Whilst we are a small business, we have always been well capitalised and profitable and, therefore, were under no pressure to seek a partner with deep pockets or greater resources than our own. We have also enjoyed the freedom that comes with running an independent business – this freedom can facilitate quick and decisive decision making and allowed us to develop Amati in a way that was consistent with our culture and values. Finally, we felt fully aligned with the investors in our funds as, not only do we invest in the products that we manage, we also own the business that will prosper through the successful management of these products. Given all these factors in favour of continuing as an independent entity, why did we choose to partner?
When we began our discussions with Mattioli Woods, the most important consideration for us was that they are like-minded people, and that those factors that were most precious to us and that had contributed to the success of the business to date could be maintained. That is to say, we felt it was crucial to continue to operate Amati and the Amati funds as we had done since the creation of the business in 2010 – the same team, the same brand and the same strategy. This was not only accepted but was encouraged by Mattioli Woods, who had no desire to change a formula that appeared to be working. Rather, they felt that they could offer advantages that would enhance our ability to deliver on that strategy.
The first and most obvious advantage that Mattioli Woods can offer is assistance in navigating the changing regulatory environment. These changes (whether they be from MiFID II, MiFIR, PRIIPS, SMCR or GDPR) are unprecedented in number and scope, and present challenges for the whole investment industry and we feel better placed to deal with these with the support of a larger group and all the additional resources at their disposal. Besides regulation, assistance in helping the Amati funds reach a wider investment audience was another attraction. A small fund manager is likely to be constrained in its ability to market its funds. Whilst you are unlikely to see Amati branding on the side of any taxis any time soon, we believe we will see the benefits of the marketing and communications platform that Mattioli Woods can offer. Another factor that helped us reach our decision was the engagement with Mattioli Woods’ own investment management operation to compare our macro perspectives, which in turn help to shape portfolio management decisions. Finally, this combination helps to address the disadvantage that any small business will suffer from, which is the reliance on a small number of individuals. We now feel that we are better equipped to cope in the event of the loss of a ‘key man’.

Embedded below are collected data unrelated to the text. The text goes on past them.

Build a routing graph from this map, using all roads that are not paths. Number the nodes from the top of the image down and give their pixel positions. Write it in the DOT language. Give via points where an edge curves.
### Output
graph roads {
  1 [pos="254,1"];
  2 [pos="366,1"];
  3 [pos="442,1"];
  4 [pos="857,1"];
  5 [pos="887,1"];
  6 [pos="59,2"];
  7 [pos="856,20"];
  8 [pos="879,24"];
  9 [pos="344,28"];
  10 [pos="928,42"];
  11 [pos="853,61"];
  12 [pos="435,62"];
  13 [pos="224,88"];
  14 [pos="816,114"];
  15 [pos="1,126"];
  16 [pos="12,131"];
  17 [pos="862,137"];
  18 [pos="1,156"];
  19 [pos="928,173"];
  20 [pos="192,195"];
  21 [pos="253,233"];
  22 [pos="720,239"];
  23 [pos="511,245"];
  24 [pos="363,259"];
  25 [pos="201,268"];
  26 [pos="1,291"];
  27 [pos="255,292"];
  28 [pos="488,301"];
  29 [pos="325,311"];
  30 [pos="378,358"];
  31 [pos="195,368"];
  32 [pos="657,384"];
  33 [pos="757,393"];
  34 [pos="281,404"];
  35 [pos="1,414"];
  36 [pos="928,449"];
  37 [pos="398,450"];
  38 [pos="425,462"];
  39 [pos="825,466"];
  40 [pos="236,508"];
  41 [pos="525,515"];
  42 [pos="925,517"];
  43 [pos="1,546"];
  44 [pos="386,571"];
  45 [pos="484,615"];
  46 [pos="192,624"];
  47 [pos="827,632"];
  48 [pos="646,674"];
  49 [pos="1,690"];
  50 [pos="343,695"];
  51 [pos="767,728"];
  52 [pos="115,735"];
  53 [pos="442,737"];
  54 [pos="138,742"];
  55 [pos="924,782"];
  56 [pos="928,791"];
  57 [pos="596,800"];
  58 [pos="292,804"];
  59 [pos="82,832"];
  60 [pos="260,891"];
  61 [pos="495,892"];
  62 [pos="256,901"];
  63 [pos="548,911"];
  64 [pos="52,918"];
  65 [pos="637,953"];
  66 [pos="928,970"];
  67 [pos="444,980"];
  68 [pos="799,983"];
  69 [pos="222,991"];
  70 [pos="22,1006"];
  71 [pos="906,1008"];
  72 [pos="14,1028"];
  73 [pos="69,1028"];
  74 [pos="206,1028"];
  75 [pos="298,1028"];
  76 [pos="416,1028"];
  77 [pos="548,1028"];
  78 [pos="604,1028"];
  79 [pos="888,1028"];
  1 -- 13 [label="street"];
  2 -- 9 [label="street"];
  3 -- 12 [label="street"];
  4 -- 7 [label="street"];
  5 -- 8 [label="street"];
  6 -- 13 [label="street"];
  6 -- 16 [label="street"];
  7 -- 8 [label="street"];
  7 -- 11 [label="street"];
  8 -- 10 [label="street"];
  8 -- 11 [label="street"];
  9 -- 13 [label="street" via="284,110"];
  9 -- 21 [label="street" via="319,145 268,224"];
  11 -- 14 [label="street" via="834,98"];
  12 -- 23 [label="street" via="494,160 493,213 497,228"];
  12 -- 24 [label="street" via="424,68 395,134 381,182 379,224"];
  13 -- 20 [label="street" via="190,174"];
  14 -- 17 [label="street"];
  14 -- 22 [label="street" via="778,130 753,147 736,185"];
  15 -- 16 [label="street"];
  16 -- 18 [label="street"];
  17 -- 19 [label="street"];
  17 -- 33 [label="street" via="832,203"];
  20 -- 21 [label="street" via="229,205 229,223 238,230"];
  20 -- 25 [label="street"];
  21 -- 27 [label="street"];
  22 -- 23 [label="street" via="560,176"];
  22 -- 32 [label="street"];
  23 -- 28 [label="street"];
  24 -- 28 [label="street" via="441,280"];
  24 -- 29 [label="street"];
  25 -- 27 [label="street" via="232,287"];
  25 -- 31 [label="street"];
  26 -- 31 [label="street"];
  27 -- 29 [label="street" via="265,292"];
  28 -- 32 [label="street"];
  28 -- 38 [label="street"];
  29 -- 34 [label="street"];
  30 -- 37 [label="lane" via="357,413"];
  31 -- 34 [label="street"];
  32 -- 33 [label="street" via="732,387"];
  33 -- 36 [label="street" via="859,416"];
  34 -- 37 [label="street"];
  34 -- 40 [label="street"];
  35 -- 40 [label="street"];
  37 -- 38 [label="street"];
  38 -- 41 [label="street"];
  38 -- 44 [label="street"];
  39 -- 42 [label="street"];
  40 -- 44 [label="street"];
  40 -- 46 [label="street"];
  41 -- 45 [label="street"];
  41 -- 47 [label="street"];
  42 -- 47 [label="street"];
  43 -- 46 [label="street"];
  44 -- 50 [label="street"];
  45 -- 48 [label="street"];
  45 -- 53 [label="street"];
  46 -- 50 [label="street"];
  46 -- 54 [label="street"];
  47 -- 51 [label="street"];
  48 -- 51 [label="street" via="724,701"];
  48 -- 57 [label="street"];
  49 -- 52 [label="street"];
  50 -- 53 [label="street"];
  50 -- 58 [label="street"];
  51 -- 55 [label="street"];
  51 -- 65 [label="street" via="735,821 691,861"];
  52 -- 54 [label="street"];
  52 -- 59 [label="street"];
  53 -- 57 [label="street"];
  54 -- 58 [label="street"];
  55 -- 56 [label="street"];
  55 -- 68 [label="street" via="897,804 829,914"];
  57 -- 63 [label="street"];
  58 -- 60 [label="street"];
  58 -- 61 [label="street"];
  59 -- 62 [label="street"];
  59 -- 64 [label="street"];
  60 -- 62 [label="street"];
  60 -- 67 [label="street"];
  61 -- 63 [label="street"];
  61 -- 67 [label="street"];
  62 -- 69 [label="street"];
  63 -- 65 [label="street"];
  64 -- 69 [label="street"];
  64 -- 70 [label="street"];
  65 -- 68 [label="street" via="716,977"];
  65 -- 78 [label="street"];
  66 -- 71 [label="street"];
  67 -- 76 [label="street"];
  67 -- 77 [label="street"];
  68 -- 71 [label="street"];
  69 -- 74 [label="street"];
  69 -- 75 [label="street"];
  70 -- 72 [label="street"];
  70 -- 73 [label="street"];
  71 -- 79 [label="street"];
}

Negotiating a transaction of this nature can be a laborious process but is one that gives you an opportunity to become very well acquainted with the party on the other side of the table. This process of getting to know the other side can be as important as the financial, legal and commercial due diligence. It is these interactions that allow the seller and the buyer to determine whether they are dealing with people with whom they can enjoy an ongoing relationship. Over the course of our negotiations it became clear that Mattioli Woods was an organisation that, besides offering us comprehensive operational support, understood and shared the ambition and values of Amati.